**Aim of the task**
Repeat the stretch of entries below from the line with "height:18px; margin:-9px; padding:0" through the line with "height:24px; margin:-12px; padding:0". Include both ends and add nothing.

(Dataset entries)
★ ★ ★

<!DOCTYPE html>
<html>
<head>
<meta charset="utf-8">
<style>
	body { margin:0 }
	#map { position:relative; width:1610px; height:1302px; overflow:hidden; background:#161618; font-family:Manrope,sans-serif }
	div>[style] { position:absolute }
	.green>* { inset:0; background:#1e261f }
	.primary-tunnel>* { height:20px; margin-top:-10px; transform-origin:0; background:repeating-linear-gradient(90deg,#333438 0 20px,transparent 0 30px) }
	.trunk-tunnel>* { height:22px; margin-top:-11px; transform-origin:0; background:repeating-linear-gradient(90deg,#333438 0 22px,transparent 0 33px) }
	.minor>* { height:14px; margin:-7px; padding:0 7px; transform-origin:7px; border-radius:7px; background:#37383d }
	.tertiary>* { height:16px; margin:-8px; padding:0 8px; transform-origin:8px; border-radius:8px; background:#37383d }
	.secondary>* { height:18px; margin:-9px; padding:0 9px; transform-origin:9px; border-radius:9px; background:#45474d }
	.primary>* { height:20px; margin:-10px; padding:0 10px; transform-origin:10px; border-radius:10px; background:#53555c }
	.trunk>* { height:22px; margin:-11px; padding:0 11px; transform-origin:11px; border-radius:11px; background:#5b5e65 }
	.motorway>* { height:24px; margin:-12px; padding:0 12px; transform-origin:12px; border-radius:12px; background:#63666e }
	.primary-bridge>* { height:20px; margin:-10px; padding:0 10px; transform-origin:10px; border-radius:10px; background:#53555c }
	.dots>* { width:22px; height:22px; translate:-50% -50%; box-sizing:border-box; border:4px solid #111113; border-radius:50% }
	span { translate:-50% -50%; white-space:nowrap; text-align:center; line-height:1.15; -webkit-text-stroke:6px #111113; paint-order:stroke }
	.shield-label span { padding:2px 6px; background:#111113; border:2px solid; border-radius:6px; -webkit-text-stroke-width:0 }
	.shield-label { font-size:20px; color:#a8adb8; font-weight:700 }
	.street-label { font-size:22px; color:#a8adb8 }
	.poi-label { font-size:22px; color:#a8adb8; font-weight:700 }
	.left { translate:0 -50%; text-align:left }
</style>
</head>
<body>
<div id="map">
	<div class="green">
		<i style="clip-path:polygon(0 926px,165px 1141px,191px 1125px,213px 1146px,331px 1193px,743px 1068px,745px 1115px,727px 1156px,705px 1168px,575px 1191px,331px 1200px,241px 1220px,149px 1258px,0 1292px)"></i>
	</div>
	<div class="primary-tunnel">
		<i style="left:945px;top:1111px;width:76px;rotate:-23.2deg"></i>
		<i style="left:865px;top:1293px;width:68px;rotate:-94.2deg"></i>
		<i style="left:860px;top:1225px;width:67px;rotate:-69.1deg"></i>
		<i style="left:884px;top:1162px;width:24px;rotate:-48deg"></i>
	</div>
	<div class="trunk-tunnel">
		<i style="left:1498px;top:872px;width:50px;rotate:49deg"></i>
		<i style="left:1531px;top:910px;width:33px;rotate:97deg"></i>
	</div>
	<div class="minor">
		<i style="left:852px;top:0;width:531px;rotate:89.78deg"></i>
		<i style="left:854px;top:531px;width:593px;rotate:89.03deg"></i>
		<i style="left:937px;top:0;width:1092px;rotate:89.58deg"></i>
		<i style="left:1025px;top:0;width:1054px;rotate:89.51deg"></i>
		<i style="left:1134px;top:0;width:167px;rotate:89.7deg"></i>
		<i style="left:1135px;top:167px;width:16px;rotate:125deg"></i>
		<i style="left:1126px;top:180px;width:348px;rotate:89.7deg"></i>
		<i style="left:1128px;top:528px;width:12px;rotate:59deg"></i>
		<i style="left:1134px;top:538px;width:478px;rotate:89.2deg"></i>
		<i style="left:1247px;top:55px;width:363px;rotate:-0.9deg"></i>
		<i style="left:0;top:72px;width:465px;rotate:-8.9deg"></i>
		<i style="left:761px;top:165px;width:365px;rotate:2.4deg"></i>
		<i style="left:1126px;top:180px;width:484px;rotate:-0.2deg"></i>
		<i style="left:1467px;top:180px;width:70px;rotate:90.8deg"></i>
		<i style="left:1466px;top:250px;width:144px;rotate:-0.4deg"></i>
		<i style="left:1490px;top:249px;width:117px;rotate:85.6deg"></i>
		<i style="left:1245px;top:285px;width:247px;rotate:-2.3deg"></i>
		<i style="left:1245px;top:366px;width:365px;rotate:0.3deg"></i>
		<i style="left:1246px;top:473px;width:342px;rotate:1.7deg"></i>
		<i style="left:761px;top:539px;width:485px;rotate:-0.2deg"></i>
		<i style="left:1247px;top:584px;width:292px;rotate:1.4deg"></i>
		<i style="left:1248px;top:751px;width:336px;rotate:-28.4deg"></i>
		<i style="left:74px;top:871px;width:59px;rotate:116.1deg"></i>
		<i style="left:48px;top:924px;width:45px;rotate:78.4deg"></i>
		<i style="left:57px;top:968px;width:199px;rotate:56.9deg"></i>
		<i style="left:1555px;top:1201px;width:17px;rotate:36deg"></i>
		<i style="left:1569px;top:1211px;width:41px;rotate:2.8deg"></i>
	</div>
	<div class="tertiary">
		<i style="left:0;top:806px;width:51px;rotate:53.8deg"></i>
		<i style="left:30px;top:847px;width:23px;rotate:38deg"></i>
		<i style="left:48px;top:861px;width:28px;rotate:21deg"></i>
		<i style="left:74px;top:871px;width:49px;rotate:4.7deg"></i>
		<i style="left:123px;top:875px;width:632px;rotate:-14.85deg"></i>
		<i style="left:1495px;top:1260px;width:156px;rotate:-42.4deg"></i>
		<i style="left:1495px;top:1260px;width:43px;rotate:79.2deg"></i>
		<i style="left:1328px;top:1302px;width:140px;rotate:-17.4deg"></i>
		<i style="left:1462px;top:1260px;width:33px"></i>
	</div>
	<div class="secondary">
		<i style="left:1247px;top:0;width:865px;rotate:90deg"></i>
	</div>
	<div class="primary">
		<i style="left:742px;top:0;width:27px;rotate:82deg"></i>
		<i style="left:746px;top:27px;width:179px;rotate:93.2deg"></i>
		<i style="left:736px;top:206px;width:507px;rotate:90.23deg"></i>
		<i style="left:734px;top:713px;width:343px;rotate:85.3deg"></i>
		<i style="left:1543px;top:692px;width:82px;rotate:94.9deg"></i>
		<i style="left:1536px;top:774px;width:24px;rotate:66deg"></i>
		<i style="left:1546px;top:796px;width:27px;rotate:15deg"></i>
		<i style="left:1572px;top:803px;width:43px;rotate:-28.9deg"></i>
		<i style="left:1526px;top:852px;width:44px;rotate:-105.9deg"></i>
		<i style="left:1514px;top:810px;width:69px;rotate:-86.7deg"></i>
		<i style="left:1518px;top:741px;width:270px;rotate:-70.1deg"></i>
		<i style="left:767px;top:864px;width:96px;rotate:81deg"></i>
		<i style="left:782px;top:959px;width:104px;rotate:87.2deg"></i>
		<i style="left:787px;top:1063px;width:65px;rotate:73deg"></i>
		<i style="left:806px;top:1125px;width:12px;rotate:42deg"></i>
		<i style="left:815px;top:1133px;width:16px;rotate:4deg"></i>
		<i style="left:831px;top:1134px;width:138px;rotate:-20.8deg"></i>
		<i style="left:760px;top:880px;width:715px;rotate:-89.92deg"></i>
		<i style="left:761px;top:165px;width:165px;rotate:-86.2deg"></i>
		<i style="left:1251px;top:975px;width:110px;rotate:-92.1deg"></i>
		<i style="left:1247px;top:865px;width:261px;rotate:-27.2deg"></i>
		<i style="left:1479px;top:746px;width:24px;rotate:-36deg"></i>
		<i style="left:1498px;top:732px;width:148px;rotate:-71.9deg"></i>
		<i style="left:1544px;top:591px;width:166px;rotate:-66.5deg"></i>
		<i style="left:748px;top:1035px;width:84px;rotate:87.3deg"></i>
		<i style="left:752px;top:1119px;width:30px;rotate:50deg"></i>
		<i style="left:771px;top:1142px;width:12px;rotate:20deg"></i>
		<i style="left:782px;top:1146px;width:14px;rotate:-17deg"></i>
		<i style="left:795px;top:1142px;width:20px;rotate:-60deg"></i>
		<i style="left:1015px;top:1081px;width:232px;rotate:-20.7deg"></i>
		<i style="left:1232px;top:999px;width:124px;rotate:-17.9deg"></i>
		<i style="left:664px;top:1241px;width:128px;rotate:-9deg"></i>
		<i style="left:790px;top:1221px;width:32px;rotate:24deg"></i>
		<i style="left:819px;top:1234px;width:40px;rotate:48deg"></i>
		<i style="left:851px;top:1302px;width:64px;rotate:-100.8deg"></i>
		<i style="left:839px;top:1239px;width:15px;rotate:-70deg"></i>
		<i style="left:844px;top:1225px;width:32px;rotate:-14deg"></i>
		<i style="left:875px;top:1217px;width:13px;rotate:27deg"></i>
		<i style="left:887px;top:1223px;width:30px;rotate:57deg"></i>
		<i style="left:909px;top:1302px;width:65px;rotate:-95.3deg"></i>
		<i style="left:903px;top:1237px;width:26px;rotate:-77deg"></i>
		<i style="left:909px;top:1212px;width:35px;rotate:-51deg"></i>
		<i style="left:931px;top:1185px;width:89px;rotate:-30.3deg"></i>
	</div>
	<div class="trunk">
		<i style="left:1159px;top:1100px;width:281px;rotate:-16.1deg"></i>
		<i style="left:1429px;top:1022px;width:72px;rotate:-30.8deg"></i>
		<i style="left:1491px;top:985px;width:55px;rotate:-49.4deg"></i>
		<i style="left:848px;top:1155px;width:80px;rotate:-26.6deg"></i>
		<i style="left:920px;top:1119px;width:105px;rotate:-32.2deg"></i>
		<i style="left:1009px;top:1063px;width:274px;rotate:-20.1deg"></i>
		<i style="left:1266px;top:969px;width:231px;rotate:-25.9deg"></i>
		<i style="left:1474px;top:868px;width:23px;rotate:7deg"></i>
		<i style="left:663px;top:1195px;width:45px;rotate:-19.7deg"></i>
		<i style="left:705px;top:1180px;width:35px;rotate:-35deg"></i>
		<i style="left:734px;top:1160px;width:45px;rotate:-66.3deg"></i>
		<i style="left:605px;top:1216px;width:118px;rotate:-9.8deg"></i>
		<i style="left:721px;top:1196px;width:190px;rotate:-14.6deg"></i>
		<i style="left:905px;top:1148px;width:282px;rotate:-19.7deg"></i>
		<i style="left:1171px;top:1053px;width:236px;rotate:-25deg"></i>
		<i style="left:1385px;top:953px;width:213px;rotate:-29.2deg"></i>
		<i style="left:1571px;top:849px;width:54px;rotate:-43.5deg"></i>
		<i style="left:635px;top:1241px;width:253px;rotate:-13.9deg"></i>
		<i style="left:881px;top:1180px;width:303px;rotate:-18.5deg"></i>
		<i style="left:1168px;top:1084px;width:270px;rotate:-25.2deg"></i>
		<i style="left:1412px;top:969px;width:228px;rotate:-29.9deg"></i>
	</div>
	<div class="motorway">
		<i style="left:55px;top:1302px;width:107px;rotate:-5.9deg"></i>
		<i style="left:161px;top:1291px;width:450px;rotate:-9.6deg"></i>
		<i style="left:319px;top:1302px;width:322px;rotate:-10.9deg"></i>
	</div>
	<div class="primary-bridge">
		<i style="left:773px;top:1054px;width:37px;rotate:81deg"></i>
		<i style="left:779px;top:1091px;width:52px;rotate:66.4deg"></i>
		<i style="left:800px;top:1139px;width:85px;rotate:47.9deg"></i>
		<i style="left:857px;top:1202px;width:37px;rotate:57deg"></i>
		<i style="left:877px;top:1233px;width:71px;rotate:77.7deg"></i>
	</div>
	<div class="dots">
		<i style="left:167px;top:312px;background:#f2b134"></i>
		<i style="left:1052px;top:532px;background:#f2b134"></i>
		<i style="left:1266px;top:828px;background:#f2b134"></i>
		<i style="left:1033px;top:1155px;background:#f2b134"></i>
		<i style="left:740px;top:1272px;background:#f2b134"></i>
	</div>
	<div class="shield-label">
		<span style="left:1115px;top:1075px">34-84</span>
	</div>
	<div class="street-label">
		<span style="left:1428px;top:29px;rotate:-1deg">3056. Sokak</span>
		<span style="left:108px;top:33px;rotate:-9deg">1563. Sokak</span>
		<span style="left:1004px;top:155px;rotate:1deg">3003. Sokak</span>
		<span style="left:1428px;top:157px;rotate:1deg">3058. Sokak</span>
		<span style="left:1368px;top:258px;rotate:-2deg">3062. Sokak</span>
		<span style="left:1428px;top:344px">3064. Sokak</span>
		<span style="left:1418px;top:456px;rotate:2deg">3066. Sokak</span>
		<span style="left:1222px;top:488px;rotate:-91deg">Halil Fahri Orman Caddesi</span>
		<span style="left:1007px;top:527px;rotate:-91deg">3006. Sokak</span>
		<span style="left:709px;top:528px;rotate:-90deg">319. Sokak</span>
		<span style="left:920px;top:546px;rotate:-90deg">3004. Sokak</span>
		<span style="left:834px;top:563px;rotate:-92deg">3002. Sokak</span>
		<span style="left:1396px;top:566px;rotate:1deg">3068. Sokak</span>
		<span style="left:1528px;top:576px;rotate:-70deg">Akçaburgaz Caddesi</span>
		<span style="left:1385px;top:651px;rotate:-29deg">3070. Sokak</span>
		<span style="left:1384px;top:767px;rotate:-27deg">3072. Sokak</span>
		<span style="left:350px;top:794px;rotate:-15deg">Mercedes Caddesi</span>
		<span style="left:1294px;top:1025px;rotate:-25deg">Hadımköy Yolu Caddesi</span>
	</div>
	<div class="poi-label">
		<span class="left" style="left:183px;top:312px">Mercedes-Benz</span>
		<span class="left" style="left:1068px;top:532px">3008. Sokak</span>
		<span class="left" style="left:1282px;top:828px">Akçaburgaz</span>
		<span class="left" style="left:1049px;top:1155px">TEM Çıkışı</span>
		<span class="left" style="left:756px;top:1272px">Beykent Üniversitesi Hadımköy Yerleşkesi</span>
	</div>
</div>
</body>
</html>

★ ★ ★

**Result below**
	.secondary>* { height:18px; margin:-9px; padding:0 9px; transform-origin:9px; border-radius:9px; background:#45474d }
	.primary>* { height:20px; margin:-10px; padding:0 10px; transform-origin:10px; border-radius:10px; background:#53555c }
	.trunk>* { height:22px; margin:-11px; padding:0 11px; transform-origin:11px; border-radius:11px; background:#5b5e65 }
	.motorway>* { height:24px; margin:-12px; padding:0 12px; transform-origin:12px; border-radius:12px; background:#63666e }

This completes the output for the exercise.